Pour les peuples africains, il a représenté une force d’expression, de résistance et d’échange à travers les cultures, le temps et l’espace. Le musée d’Ethnographie de Genève invite à traverser les paysages sonores qui composent ces territoires pluriels avec une exposition innovante et ambitieuse, préparée durant deux ans et demi par une équipe dirigée par la conservatrice Madeleine Leclair et le DJ sud-africain Mo Laudi, avec la contribution d’une trentaine d’artistes et la mise en valeur de plus de 200 objets. Elle s’intitule «Afrosonica», un néologisme qui renvoie aux identités culturelles, aux luttes politiques et aux spiritualités du continent mais qui évoque aussi les dimensions multiples et expérimentales du son, dont le pouvoir est exploré à travers quatre chapitres musicaux et un espace de rencontre et de convivialité radical et décolonial, inspiré du imbizo des Zoulous (l’assemblée où régler les différends par l’écoute et la discussion).
Tout est calibré et conçu pour que l’on plonge corps et âme dans le parcours, en se laissant envoûter par les sons au fil de la déambulation libre d’un espace à l’autre. Ici, on découvre les vibrations de notre environnement et des matières, de la sonorité des pierres à celle de la ville.
Là, on aborde l’histoire de la musique et de sa circulation: les peintures rupestres du Sahara nous rappellent qu’elle est présente depuis toujours, et ses déclinaisons modernes, du jazz à la rumba congolaise, portent encore en elles un héritage puissant.

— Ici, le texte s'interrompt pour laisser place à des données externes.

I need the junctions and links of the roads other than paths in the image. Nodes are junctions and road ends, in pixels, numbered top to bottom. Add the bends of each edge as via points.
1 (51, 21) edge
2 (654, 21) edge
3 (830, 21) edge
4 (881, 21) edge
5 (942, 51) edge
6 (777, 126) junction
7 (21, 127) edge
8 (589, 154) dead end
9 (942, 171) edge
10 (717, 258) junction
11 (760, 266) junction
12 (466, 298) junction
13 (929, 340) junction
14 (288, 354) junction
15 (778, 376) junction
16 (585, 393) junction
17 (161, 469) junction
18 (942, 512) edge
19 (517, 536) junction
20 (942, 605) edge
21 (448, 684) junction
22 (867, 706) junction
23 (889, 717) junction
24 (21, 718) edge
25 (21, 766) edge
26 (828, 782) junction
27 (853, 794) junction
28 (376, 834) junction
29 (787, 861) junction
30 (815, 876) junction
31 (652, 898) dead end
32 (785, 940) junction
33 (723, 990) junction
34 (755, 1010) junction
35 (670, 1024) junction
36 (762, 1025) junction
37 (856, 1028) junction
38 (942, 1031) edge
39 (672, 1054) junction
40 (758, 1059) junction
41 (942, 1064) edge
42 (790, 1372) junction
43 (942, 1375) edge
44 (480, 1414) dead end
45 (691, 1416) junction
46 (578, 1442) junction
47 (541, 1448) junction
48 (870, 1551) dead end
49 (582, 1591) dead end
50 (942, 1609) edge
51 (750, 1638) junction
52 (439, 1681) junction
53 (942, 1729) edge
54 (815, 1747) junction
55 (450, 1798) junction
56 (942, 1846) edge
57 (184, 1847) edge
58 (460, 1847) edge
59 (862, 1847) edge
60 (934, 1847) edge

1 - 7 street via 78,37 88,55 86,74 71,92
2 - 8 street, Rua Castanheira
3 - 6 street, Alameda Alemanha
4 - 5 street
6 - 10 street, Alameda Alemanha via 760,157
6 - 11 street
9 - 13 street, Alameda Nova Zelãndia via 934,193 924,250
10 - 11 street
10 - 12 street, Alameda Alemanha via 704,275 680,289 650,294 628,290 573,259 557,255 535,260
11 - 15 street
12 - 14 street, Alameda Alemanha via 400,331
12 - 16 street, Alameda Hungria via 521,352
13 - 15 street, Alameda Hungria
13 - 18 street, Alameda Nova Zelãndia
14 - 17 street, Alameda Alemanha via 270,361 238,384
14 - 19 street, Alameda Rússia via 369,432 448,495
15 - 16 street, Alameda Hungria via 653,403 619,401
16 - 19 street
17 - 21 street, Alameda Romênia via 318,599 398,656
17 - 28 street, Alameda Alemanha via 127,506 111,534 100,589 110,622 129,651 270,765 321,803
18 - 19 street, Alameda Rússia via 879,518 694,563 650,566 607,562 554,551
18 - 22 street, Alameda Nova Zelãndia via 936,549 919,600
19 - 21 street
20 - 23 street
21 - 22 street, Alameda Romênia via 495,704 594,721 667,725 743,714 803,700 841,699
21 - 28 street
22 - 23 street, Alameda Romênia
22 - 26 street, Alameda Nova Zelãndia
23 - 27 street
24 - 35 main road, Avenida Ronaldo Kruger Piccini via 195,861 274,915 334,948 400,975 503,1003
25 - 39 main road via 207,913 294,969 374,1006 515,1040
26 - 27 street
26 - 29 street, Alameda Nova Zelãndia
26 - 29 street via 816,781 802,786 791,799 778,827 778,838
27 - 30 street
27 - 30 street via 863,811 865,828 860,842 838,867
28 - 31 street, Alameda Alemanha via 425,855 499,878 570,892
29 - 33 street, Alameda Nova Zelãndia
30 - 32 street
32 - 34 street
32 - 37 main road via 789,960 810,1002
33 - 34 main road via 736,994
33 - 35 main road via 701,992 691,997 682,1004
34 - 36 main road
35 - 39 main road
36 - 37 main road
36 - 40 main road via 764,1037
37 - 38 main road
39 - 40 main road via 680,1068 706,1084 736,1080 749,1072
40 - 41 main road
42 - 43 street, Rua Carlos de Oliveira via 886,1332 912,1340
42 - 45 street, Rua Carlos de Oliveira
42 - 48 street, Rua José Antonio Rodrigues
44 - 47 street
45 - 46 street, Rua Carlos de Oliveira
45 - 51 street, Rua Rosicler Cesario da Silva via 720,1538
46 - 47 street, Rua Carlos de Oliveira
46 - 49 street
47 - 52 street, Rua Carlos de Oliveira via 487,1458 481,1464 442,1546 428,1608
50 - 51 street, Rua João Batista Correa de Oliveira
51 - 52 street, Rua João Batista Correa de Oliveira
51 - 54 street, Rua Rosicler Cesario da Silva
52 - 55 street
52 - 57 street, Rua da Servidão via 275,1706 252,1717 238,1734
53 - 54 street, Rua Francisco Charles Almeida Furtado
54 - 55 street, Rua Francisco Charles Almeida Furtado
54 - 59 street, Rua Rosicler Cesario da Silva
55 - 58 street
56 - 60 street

Le volet dédié à l’intime évoque le pouvoir inspirant de la parole, de la musique à penser et du rapport profond des musiciens avec leurs instruments, qui ont aussi leur histoire.
Enfin, l’appel des ancêtres redonne la voix aux masques, recrée un espace sacré à travers le vrombissement de rhombes rituels, reproduit par un initié malien.
Soignée et pointue, riche sans être écrasante, Afrosonica mérite que l’on prenne son temps et prête l’oreille.